Um recorte da operação no Rio escancara o retrato de família à brasileira. Um terço dos mortos não tinha o nome do pai no registro. Não é detalhe burocrático, é herança social, mas reforça a tese conveniente e falaciosa de que “faltou homem em casa”. Mulheres criam filhos sem a figura masculina todos os dias e não os perdem para a marginalidade. Este é, infelizmente, o resultado da falta de Estado, políticas públicas e responsabilidade paterna.
Planejamento familiar é direito desde 1996. Na realidade, repete-se a velha sequência: pobreza, gravidez não planejada, maternidade forçada, nenhuma rede de apoio, infâncias sem horizonte. A adolescência segue sendo terreno da omissão. No Brasil, adolescentes engravidam quatro vezes mais que em países desenvolvidos. É uma fase da vida que não combina com fila de emprego nem com creche que fecha ao meio-dia. Há outro golpe no mito do “lar, doce lar”.
O estupro de vulnerável domina as estatísticas, e a maioria das vítimas é menor de 14 anos. Mesmo assim, há quem queira criminalizar meninas violentadas, equiparando o aborto após 22 semanas a homicídio. É a política do castigo, que pune a vítima para tentar “resolver” um problema social que começa muito antes da violência sexual.

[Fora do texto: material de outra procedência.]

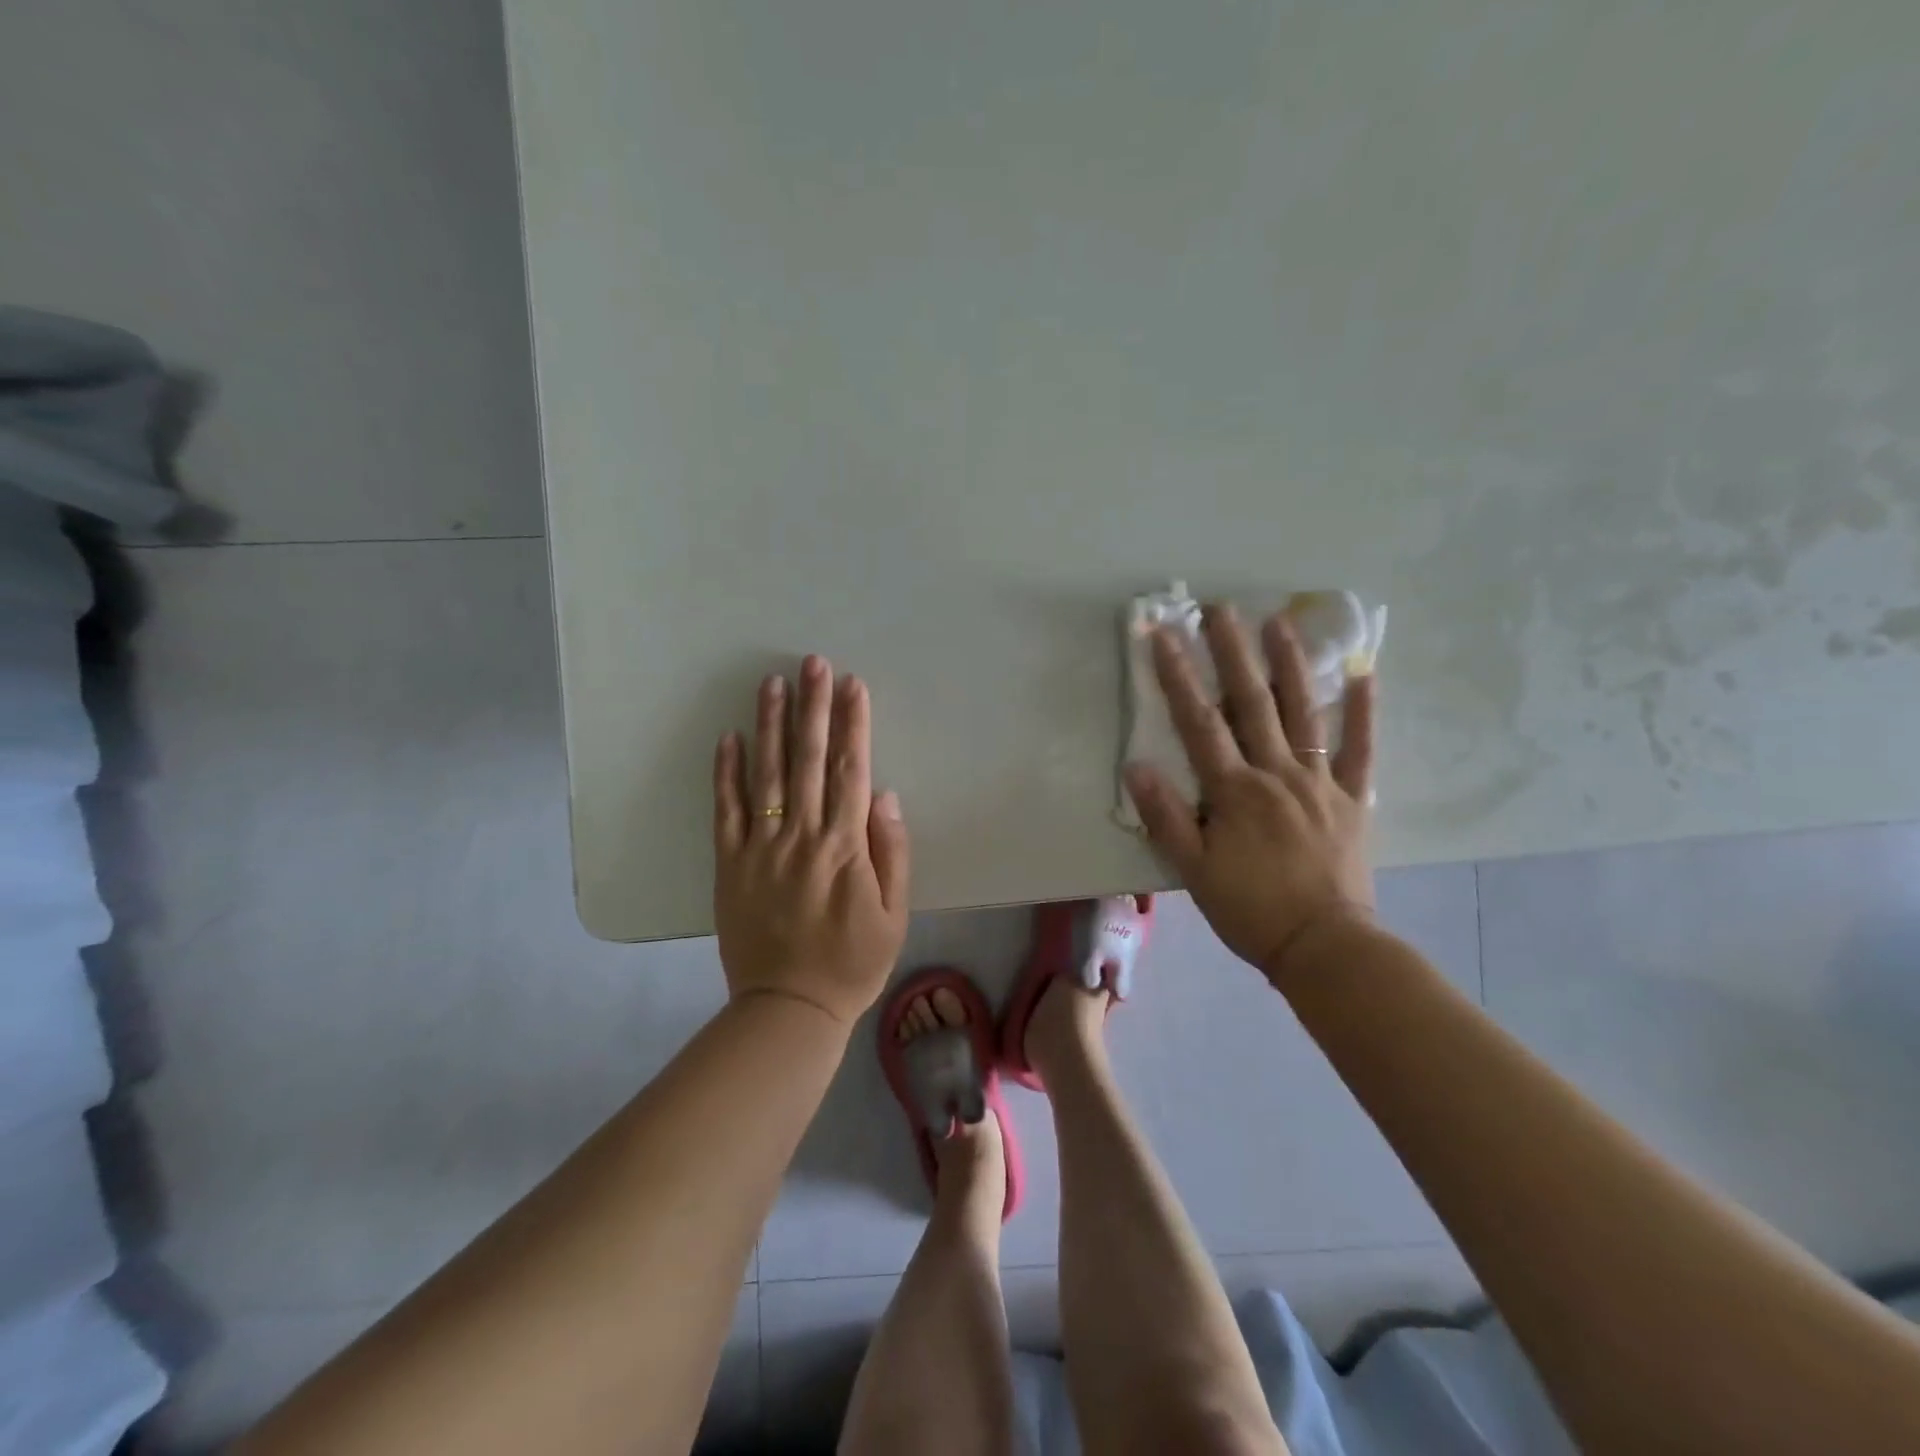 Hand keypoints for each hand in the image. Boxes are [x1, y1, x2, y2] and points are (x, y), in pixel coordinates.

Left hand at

E os pais? Em 2023, 172 mil crianças foram registradas sem o nome do pai, mas o raciocínio cruel culpa quem ficou, pelo sumiço de quem foi embora. Ausência paterna não é exceção, é estatística. O que falta não é “chefe” em casa, mas homens que exerçam a paternidade sem romantismo: apareçam no registro, paguem boleto e participem do cuidado, com presença, tempo e corresponsabilidade.
Esse recorte trágico revela o óbvio que o poder prefere calar. Quando o Estado falha no começo —planejamento, escola, saúde, proteção—, “compensa” no fim com fuzil. Não existe vácuo. Onde faltam creches, renda e política pública, sobram milícia, tráfico e morte precoce. A conta não é da mãe sem marido. É de um país que terceiriza a paternidade, demoniza direitos reprodutivos e só aparece na porta de casa para recolher o corpo.